Earlier this year I was approached by a concerned mother whose daughter is ten years old and is overweight. This mother is blessed with a big family of five boys and five girls, and this daughter is the only one who is chubby.
This ten year old girl reminded me of myself when I was ten. In my family we were three children, I have a sister and a brother. My sister and I were a bit chubby and my brother was thin. This meant that my brother could eat whatever he wanted and my sister and I were I always told to watch what we ate.
One of my fondest memories about what family food dynamics were like in my house happened to be during Pesach when I was about ten. My Bubbie and Zadie would come to our house for the entire week of Pesach. My Zadie’s favorite activity was to sit at the kitchen table and recite Psalms. One day during chol ha’moed I remembered that my mom had bought a big bag of potato chips in honor of Pesach. While my Zadie was sitting at the kitchen table, I reached into the food pantry, opened the bag of chips, and took a handful. Little to dismay my Zadie saw what I was doing and with a kind grin of disapproval rebuked my action.
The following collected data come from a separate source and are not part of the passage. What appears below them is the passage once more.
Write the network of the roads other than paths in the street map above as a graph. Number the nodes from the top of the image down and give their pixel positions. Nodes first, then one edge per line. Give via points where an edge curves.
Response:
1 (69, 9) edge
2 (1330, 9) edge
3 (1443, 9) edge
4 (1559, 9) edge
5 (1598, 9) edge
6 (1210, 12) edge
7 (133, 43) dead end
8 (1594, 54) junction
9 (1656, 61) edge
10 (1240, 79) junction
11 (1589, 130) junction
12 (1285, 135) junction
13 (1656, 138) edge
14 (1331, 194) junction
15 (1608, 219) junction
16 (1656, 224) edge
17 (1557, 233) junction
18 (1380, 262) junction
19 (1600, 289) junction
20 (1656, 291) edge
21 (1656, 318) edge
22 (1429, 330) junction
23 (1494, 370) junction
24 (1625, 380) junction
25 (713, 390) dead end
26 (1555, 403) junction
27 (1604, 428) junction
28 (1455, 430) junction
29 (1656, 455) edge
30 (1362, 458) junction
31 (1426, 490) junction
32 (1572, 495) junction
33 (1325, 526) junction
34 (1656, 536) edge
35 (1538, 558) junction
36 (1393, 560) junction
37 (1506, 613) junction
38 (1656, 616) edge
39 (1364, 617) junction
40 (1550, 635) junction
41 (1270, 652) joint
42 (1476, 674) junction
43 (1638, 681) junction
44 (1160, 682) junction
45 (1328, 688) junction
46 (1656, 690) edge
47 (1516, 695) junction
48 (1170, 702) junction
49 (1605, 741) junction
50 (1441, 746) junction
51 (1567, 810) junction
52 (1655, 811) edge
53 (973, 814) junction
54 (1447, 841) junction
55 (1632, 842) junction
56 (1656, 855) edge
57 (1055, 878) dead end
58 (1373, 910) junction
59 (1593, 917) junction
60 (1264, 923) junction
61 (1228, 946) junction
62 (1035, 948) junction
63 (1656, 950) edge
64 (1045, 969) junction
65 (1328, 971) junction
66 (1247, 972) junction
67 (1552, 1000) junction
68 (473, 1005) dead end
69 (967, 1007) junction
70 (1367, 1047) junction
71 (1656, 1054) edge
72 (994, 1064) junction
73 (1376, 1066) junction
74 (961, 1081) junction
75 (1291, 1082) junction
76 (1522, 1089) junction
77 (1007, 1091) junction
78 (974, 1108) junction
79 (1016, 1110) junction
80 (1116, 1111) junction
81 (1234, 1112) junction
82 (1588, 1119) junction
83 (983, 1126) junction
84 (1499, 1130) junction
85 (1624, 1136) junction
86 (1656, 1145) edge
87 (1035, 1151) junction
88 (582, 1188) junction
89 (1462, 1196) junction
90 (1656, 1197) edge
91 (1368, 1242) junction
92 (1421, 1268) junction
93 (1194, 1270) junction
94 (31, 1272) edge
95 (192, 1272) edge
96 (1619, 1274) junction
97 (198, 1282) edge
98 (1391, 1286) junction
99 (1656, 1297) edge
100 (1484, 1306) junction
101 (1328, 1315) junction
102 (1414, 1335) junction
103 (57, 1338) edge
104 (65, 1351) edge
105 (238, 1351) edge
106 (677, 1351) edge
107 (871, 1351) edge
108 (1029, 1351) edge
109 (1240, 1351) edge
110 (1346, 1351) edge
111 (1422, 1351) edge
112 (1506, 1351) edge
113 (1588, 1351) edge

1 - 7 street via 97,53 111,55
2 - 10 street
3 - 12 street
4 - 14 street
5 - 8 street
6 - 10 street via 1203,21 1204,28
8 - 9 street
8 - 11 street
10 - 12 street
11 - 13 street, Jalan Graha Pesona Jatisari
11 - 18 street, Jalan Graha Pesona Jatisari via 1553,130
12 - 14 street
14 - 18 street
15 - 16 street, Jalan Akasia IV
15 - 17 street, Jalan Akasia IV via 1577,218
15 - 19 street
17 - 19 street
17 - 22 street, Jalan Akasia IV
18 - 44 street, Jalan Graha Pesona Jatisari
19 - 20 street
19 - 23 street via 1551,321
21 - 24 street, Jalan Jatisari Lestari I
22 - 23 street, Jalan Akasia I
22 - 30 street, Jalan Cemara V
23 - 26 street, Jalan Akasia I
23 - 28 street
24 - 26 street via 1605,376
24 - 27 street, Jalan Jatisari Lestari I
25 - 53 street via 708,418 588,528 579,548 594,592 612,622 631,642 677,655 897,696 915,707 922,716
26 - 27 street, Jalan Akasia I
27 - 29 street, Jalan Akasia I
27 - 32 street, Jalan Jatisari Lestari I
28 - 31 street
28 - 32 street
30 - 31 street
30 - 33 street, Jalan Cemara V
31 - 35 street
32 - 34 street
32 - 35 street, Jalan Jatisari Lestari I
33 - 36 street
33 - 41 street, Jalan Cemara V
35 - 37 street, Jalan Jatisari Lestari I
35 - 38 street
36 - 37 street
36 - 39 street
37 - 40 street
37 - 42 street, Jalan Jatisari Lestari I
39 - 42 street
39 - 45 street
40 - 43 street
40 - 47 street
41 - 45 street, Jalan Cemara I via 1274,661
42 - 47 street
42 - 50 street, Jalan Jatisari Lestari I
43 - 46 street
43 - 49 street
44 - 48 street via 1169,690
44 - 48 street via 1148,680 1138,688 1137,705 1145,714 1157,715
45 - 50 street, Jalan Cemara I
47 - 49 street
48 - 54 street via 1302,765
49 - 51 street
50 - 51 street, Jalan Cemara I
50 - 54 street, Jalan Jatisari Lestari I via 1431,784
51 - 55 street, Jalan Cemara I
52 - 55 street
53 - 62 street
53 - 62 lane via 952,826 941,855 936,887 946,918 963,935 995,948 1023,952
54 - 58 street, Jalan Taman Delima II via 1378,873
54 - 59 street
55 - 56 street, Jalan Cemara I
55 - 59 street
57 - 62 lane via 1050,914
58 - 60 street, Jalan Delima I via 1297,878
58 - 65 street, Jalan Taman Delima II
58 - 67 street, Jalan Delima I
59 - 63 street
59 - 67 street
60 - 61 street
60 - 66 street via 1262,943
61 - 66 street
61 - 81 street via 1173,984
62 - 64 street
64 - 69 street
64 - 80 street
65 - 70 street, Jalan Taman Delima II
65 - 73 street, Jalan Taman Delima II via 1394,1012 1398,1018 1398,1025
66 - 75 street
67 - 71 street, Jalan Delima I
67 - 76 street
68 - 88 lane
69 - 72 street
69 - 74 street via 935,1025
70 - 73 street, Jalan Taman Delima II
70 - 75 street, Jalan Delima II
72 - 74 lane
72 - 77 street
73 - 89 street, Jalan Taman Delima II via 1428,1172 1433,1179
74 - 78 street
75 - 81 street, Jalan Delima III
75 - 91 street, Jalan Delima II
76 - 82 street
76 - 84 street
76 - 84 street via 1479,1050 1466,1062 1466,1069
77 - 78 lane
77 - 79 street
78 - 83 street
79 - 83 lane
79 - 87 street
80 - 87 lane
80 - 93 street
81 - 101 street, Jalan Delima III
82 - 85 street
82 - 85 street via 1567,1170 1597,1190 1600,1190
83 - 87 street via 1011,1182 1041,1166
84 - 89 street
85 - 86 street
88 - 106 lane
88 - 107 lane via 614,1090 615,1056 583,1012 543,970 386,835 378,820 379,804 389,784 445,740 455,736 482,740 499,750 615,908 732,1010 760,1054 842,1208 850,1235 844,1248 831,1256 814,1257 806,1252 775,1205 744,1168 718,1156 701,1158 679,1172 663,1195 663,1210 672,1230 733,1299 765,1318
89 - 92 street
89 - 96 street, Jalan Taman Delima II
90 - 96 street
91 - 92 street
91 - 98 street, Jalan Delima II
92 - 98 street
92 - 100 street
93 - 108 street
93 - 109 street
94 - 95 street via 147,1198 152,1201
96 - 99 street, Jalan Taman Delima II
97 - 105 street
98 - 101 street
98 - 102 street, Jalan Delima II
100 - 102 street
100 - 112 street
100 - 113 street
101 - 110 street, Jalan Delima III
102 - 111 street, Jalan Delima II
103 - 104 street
I know my Zadie only wanted the best for me and wanted to help me make healthy food choices. Although knowing how to make healthy boundaries for children is tricky. This incident and others like it caused me to feel insecure to act on my food cravings. Was I really doing something wrong by wanting a few potato chips? How could this incident have been used for education and encouragement versus rebuke? How can we teach children to make balanced snack and meal choices? How can we help them listen to their bodies and enjoy foods in a balanced way?
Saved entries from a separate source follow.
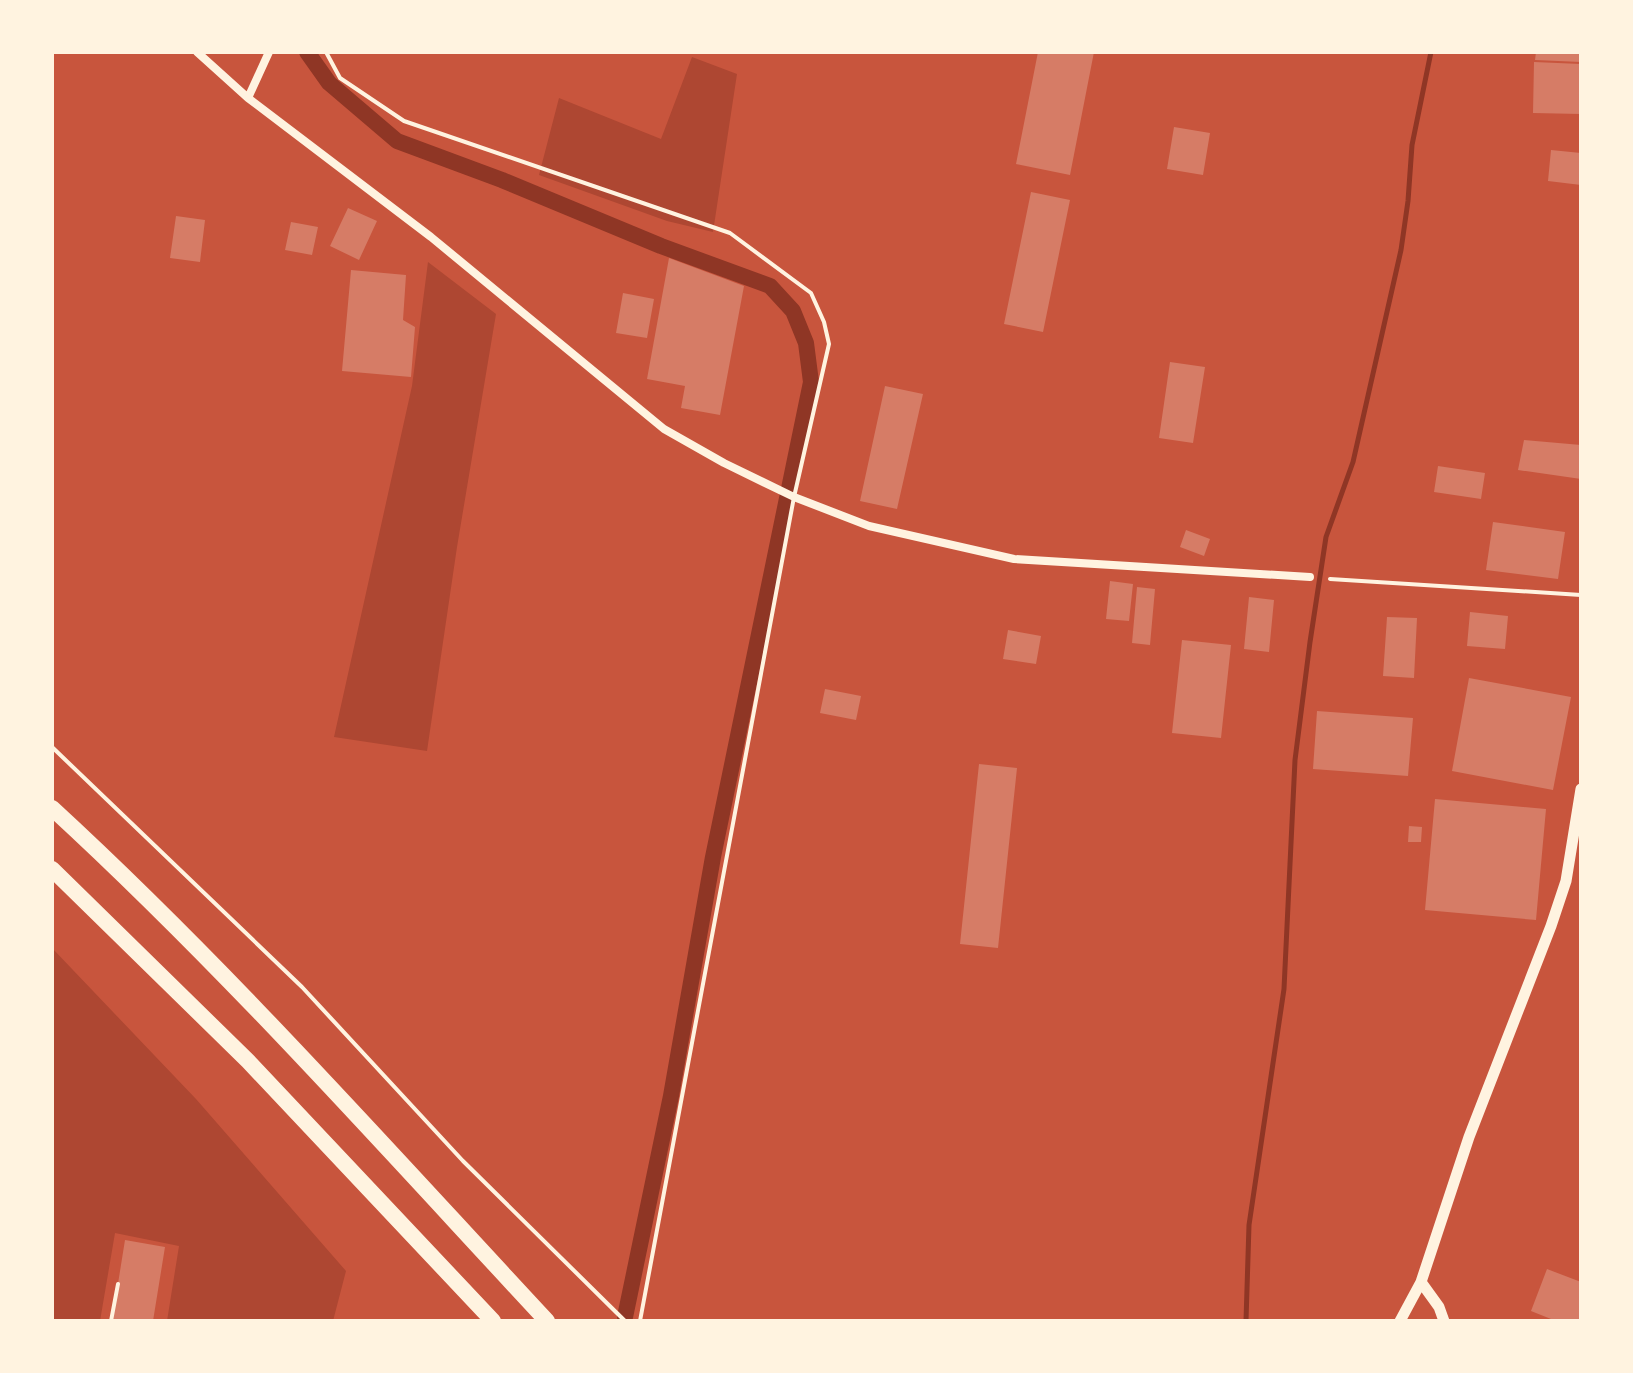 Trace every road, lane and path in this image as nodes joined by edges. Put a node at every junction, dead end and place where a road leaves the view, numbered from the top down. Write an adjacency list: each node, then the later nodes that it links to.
1 (197, 52): 4 (street)
2 (269, 52): 4 (street)
3 (326, 52): 5 (lane)
4 (248, 98): 5 (street)
5 (794, 497): 6 (street); 19 (lane)
6 (1310, 577)
7 (1330, 579): 8 (lane)
8 (1581, 595)
9 (52, 747): 18 (lane)
10 (1581, 789): 13 (street)
11 (52, 808): 17 (highway)
12 (52, 869): 16 (highway)
13 (1421, 1282): 20 (street); 21 (street)
14 (118, 1284): 15 (lane)
15 (111, 1321)
16 (493, 1321)
17 (547, 1321)
18 (625, 1321)
19 (640, 1321)
20 (1400, 1321)
21 (1444, 1321)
The answer might be surprising to you but research supports it. Do not try to avoid high calorie “treat” foods such as cookies, candy, chips, and French fries with your children. Studies show that children who are deprived of these foods at home are prone to overeating and weight gain.[1] One such study took place at Pennsylvania State University which followed girls, ages 5 to 9 years, with BMI’s at the 85th percentile or above. When compared with “normal-weight” girls the “relatively large” girls ate significantly more when given free access to high-calorie “treat” foods.[2] On the other side of the spectrum, do not give you child unlimited access to these foods so as not to spoil the nutritional quality of their diet.
The balanced approach to “treat” foods would be to have them regularly and make them apart of your family meals and snacks. The key for “treat” foods is structure and schedule. There should be no guilt in eating them because guilt leads to restraint and overeating. Some suggestions would be to include chips as a side dish for meals, for example a sandwich with potato chips or a salad with tortilla chips. Or maybe a snack could be cookies with milk. In my house we love to make cookies with all different nutritious additions like oats, dried fruit, nuts, and of course chocolate. Candy and other junk food children receive at school or on Purim can be regulated to snack times as well and can be served with cut up vegetables or fruit.
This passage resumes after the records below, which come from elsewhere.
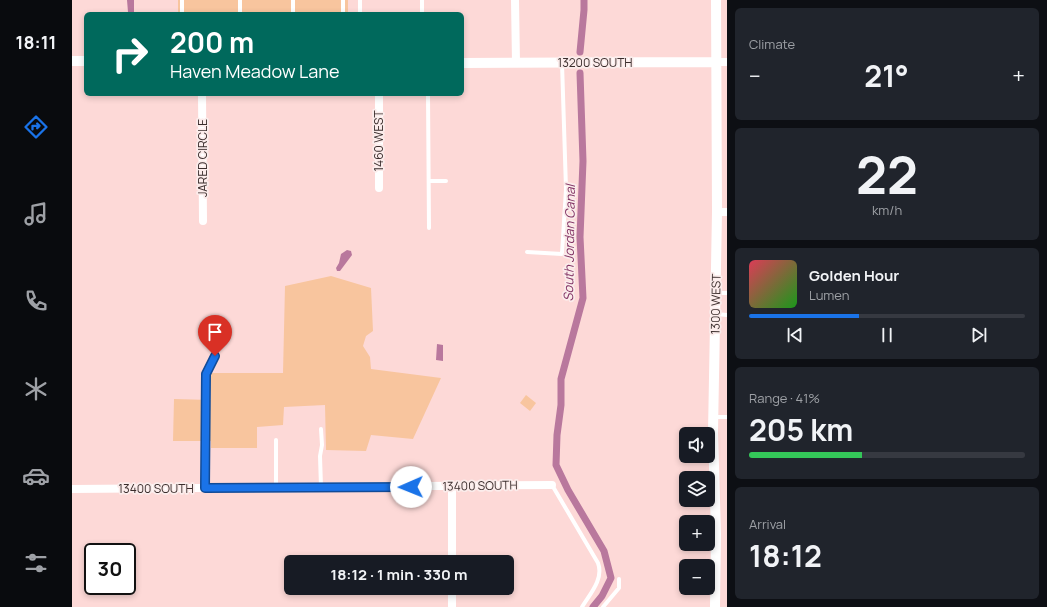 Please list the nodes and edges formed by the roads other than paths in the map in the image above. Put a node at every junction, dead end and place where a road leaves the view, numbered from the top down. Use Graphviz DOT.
graph roads {
  1 [pos="182,0"];
  2 [pos="240,0"];
  3 [pos="293,0"];
  4 [pos="343,0"];
  5 [pos="360,0"];
  6 [pos="422,0"];
  7 [pos="515,0"];
  8 [pos="716,0"];
  9 [pos="182,12"];
  10 [pos="240,12"];
  11 [pos="293,12"];
  12 [pos="343,12"];
  13 [pos="360,12"];
  14 [pos="422,12"];
  15 [pos="84,60"];
  16 [pos="72,61"];
  17 [pos="716,62"];
  18 [pos="727,62"];
  19 [pos="464,63"];
  20 [pos="516,63"];
  21 [pos="562,63"];
  22 [pos="202,96"];
  23 [pos="379,96"];
  24 [pos="428,96"];
  25 [pos="429,181"];
  26 [pos="446,181"];
  27 [pos="379,188"];
  28 [pos="722,212"];
  29 [pos="203,221"];
  30 [pos="429,228"];
  31 [pos="527,252"];
  32 [pos="716,293"];
  33 [pos="727,293"];
  34 [pos="716,314"];
  35 [pos="727,315"];
  36 [pos="215,356"];
  37 [pos="714,417"];
  38 [pos="727,417"];
  39 [pos="321,429"];
  40 [pos="276,440"];
  41 [pos="552,485"];
  42 [pos="452,486"];
  43 [pos="205,488"];
  44 [pos="276,488"];
  45 [pos="321,488"];
  46 [pos="72,489"];
  47 [pos="452,555"];
  48 [pos="619,579"];
  49 [pos="452,595"];
  50 [pos="452,607"];
  51 [pos="582,607"];
  52 [pos="603,607"];
  53 [pos="715,607"];
  1 -- 9 [label="lane"];
  2 -- 10 [label="lane"];
  3 -- 11 [label="lane"];
  4 -- 12 [label="lane"];
  5 -- 13 [label="lane"];
  6 -- 14 [label="lane"];
  7 -- 20 [label="street"];
  8 -- 17 [label="street, 1300 WEST"];
  15 -- 16 [label="street"];
  17 -- 18 [label="street, 13200 SOUTH"];
  17 -- 21 [label="street, 13200 SOUTH"];
  17 -- 28 [label="street, 1300 WEST"];
  19 -- 20 [label="street, 13200 SOUTH"];
  20 -- 21 [label="street, 13200 SOUTH"];
  21 -- 31 [label="lane"];
  22 -- 29 [label="street, JARED CIRCLE"];
  23 -- 27 [label="street, 1460 WEST"];
  24 -- 25 [label="lane"];
  25 -- 26 [label="lane"];
  25 -- 30 [label="lane"];
  28 -- 32 [label="street, 1300 WEST"];
  32 -- 33 [label="lane"];
  32 -- 34 [label="street, 1300 WEST"];
  34 -- 35 [label="lane"];
  34 -- 37 [label="street, 1300 WEST"];
  36 -- 43 [label="street"];
  37 -- 38 [label="lane"];
  37 -- 53 [label="street, 1300 WEST"];
  39 -- 45 [label="lane"];
  40 -- 44 [label="lane"];
  41 -- 42 [label="street, 13400 SOUTH"];
  41 -- 51 [label="lane"];
  42 -- 45 [label="street, 13400 SOUTH"];
  42 -- 47 [label="street"];
  43 -- 44 [label="street, 13400 SOUTH"];
  43 -- 46 [label="street, 13400 SOUTH"];
  44 -- 45 [label="street, 13400 SOUTH"];
  48 -- 52 [label="lane"];
  49 -- 50 [label="street"];
}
With this approach you can begin to educate school-aged children to choose their own balanced snacks and meals. During the school aged years family meals are still crucial, but you will have to shift with your child as they gradually begin to take over some of the roles of feeding for themselves. Discuss with your child what would be a balanced school lunch or afternoon snack.[3]
The Rambam discusses a similar idea in reference to a person’s middos, character traits. In the Rambam’s introduction to Pirkei Avot he discusses that good actions are when they balanced between two extremes which are both bad. An example the Rambam brings is when he discusses the character trait of vigilance. He explains, “Vigilance is the middah that is a balance between great physical desire on one hand and lacking of physical enjoyment on the other.[4]” Great physical desire is the extreme when someone is completely enslaved to their cravings and enjoyment of this world and therefore is not acting in the image of G-d. The other extreme of lacking of physical enjoyment is when a person finds no satisfaction from their actions in this world and is left feeling lifeless. For this the Torah recommends certain physical acquisitions that could give someone expanded consciousness like a nice apartment or for our discussion appetizing food in order to greater serve Hashem. [5]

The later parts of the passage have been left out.